The task =
Look through the listing below and give the number of lines that hold "Liaqat". Say nothing more.

Material to process =
──────────────────────────────

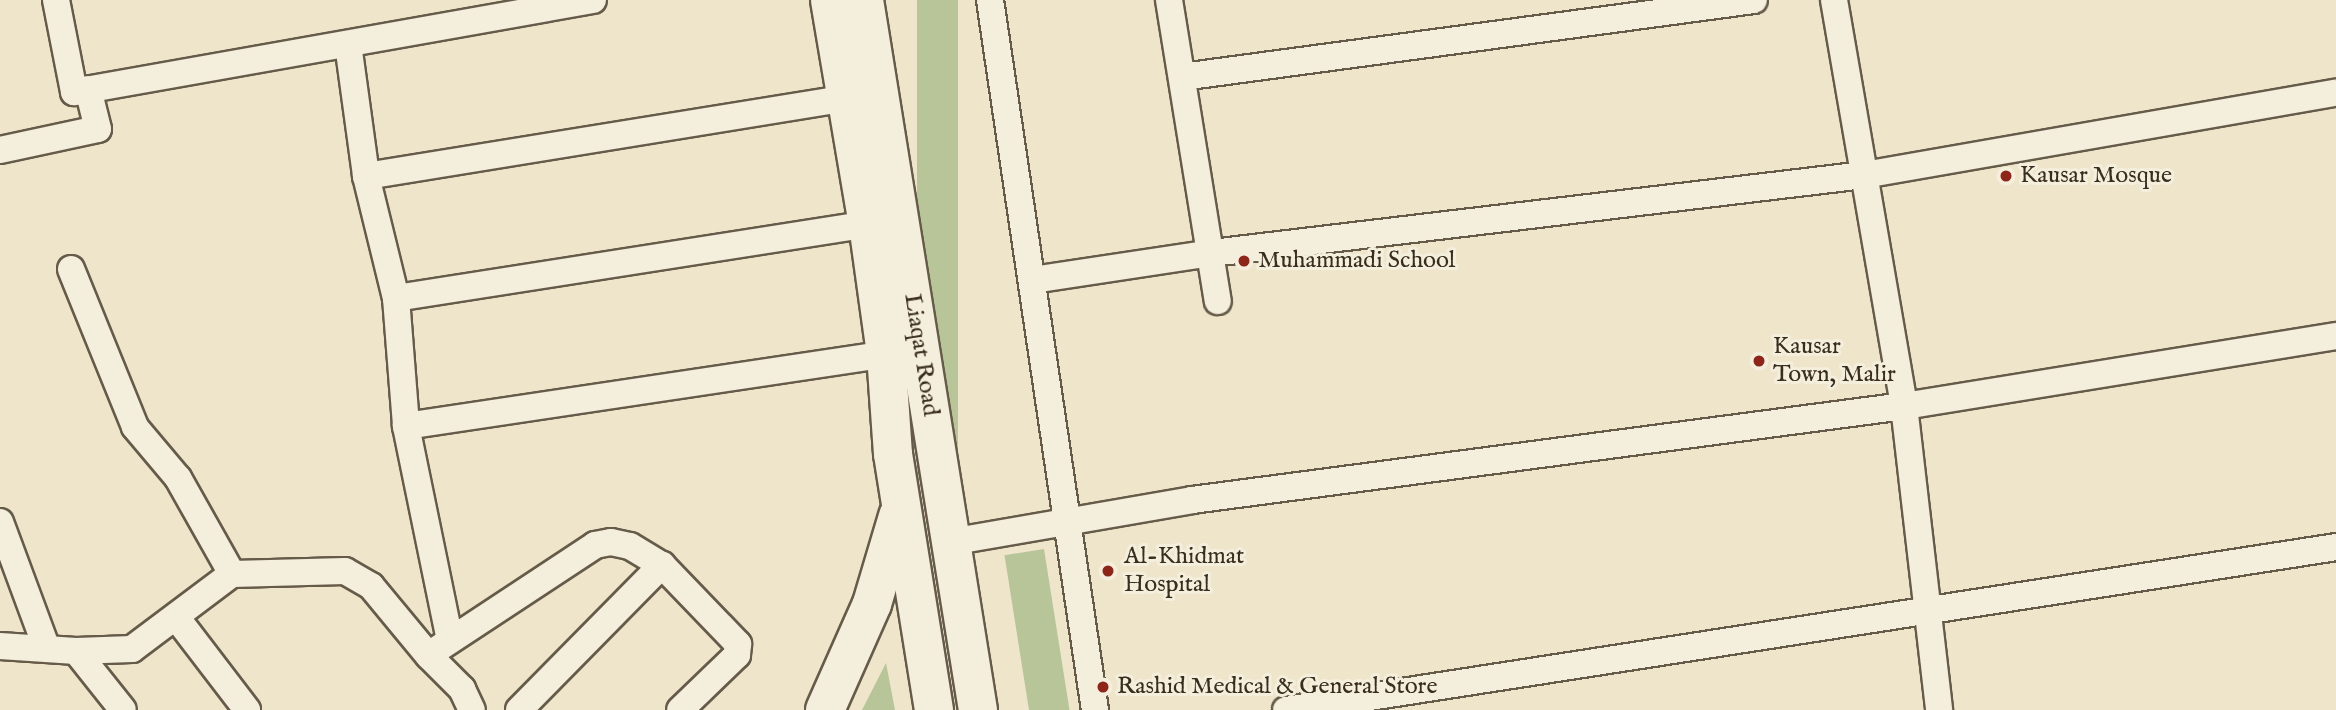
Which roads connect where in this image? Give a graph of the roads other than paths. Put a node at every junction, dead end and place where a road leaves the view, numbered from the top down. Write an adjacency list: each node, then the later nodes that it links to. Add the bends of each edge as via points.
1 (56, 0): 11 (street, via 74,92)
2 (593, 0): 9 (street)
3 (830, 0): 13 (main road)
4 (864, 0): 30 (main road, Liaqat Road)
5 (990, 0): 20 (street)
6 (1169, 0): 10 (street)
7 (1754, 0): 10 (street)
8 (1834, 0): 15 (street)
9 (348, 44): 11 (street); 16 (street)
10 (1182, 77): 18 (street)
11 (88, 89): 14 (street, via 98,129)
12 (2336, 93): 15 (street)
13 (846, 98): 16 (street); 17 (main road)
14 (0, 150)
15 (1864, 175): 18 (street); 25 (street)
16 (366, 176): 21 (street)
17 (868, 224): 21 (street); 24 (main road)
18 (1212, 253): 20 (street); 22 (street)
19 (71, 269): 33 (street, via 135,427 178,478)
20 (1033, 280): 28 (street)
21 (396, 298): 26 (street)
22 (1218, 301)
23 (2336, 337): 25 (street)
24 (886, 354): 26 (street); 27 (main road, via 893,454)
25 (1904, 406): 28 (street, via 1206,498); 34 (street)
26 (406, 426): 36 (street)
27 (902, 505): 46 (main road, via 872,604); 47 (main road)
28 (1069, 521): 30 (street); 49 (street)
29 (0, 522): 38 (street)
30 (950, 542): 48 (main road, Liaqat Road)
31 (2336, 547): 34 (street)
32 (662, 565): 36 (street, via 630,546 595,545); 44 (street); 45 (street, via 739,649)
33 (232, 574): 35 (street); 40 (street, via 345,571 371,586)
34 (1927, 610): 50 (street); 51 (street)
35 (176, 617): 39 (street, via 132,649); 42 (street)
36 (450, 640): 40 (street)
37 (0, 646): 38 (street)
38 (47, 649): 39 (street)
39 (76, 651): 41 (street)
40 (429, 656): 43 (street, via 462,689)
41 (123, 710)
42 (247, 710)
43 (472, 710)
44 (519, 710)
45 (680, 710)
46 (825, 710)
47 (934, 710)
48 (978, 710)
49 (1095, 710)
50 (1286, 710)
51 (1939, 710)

──────────────────────────────

Reply =
2